Simanaitis Says

On cars, old, new and future; science & technology; vintage airplanes, computer flight simulation of them; Sherlockiana; our English language; travel; and other stuff

CAUSALITY?

“THERE ARE lies, damned lies—and statistics!” And one of the damnedest lies—which, I hasten to add, shouldn’t be blamed on statistics—involves the confusion of “causality” with “correlation.” This shows up in sociology, economics, politics and even, lamentably enough, in science.

A book reviewed in Science, 5 April 2013, addresses this. Here, I add my own comments as well.

Naked Statistics: Stripping the Dread from the Data, by Charles Wheelan, Norton, 2013. Both www.amazon.com and www.abebooks.com list it.

Wheelan’s book discusses topics of a first-year statistics course—median, variance, regression analysis—with examples from real life, as opposed to sock drawers. The Science reviewer, Evelyn J. Lamb, commends Wheelan’s common thread of skepticism, good advice for many of us confronted with masses of data.

Lamb notes that statistics can never prove causality. Which is a good jumping-off point for discussing the difference between the latter and correlation.

As the word suggests, correlation implies a relationship between sets of data—and nothing more.

By contrast, again as the word suggests, causality implies a very specific relationship—namely, one of cause and effect, of “if one thing, then the other.”

Here’s an example that’s also part of sociologic folklore: There’s excellent correlation between the salaries of teachers in a school district and that district’s sales of alcohol.

Amusing though it might be to imagine all those sotted educators, the truth likely is otherwise: Both teacher salaries and alcohol sales are logical effects of a school district’s affluence.

Here’s a more subtle example cited in Naked Statistics: Are test scores at a high school consistently rising because the teachers and principal are unusually effective? Or are the worst students dropping out and thus skewing the sample?

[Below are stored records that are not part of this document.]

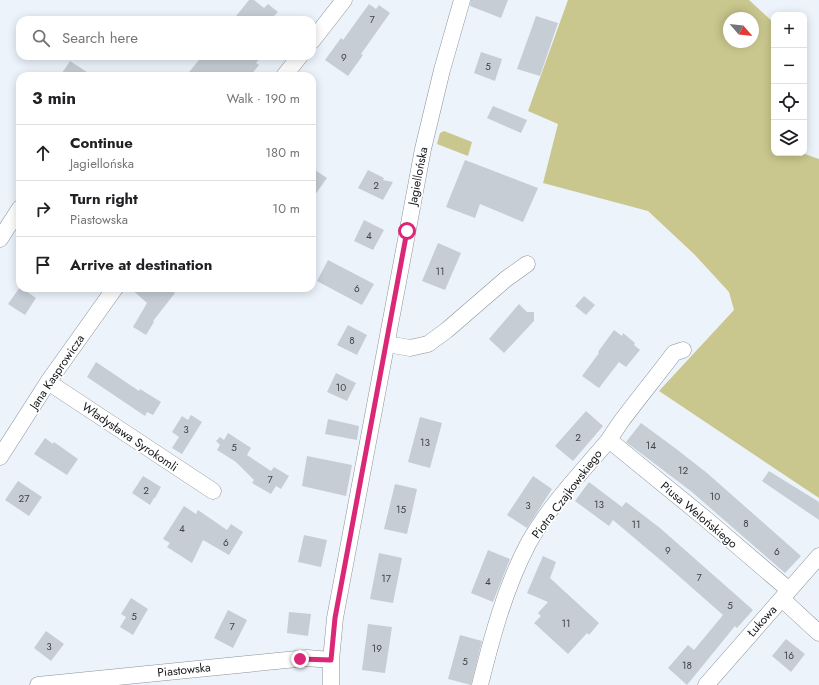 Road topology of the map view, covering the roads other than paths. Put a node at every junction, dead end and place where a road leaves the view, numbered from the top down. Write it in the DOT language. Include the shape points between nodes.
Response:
graph roads {
  1 [pos="344,0"];
  2 [pos="462,0"];
  3 [pos="316,36"];
  4 [pos="297,60"];
  5 [pos="287,72"];
  6 [pos="16,214"];
  7 [pos="0,239"];
  8 [pos="527,264"];
  9 [pos="112,292"];
  10 [pos="387,344"];
  11 [pos="683,350"];
  12 [pos="48,382"];
  13 [pos="609,440"];
  14 [pos="0,457"];
  15 [pos="213,491"];
  16 [pos="819,556"];
  17 [pos="785,595"];
  18 [pos="819,633"];
  19 [pos="331,660"];
  20 [pos="38,685"];
  21 [pos="331,685"];
  22 [pos="480,685"];
  23 [pos="706,685"];
  1 -- 3 [label="street"];
  2 -- 10 [label="street, Jagiellońska" via="423,149"];
  4 -- 5 [label="street"];
  6 -- 7 [label="street"];
  8 -- 10 [label="street" via="428,344 410,348"];
  9 -- 12 [label="street, Jana Kasprowicza"];
  10 -- 19 [label="street, Jagiellońska" via="335,618"];
  11 -- 13 [label="street, Piotra Czajkowskiego" via="674,353"];
  12 -- 14 [label="street, Jana Kasprowicza"];
  12 -- 15 [label="street, Władysława Syrokomli"];
  13 -- 17 [label="street, Piusa Welońskiego" via="707,520"];
  13 -- 22 [label="street, Piotra Czajkowskiego" via="588,462 528,545 506,596"];
  16 -- 17 [label="street, Łukowa"];
  17 -- 18 [label="street, Piusa Welońskiego"];
  17 -- 23 [label="street, Łukowa"];
  19 -- 20 [label="street, Piastowska" via="307,658"];
  19 -- 21 [label="street, Jagiellońska"];
}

On a similar theme of data sampling, the late (and politically liberal) theater critic Pauline Kael is credited with saying, likely apocryphally, “Nixon couldn’t have won. I don’t know anyone who voted for him.”

Wheelan also cites a 1936 poll in Literary Digest that predicted Republican Alf Landon would beat incumbent Democrat Franklin Delano Roosevelt. In its favor, the poll had a huge sample, 10 million people. However, they were all subscribers who owned both automobiles and telephones—not exactly typical folks in 1936.

Wheelan comments, “As polls with good samples get larger, they get better, since the margin of error shrinks. As polls with bad samples get larger, the pile of garbage just gets bigger and smellier.”

The quality of the sample is important. I recall an example within the data bank of climate research: It’s said that, compared with pre- and post-war values, average daily temperatures rose during World War II.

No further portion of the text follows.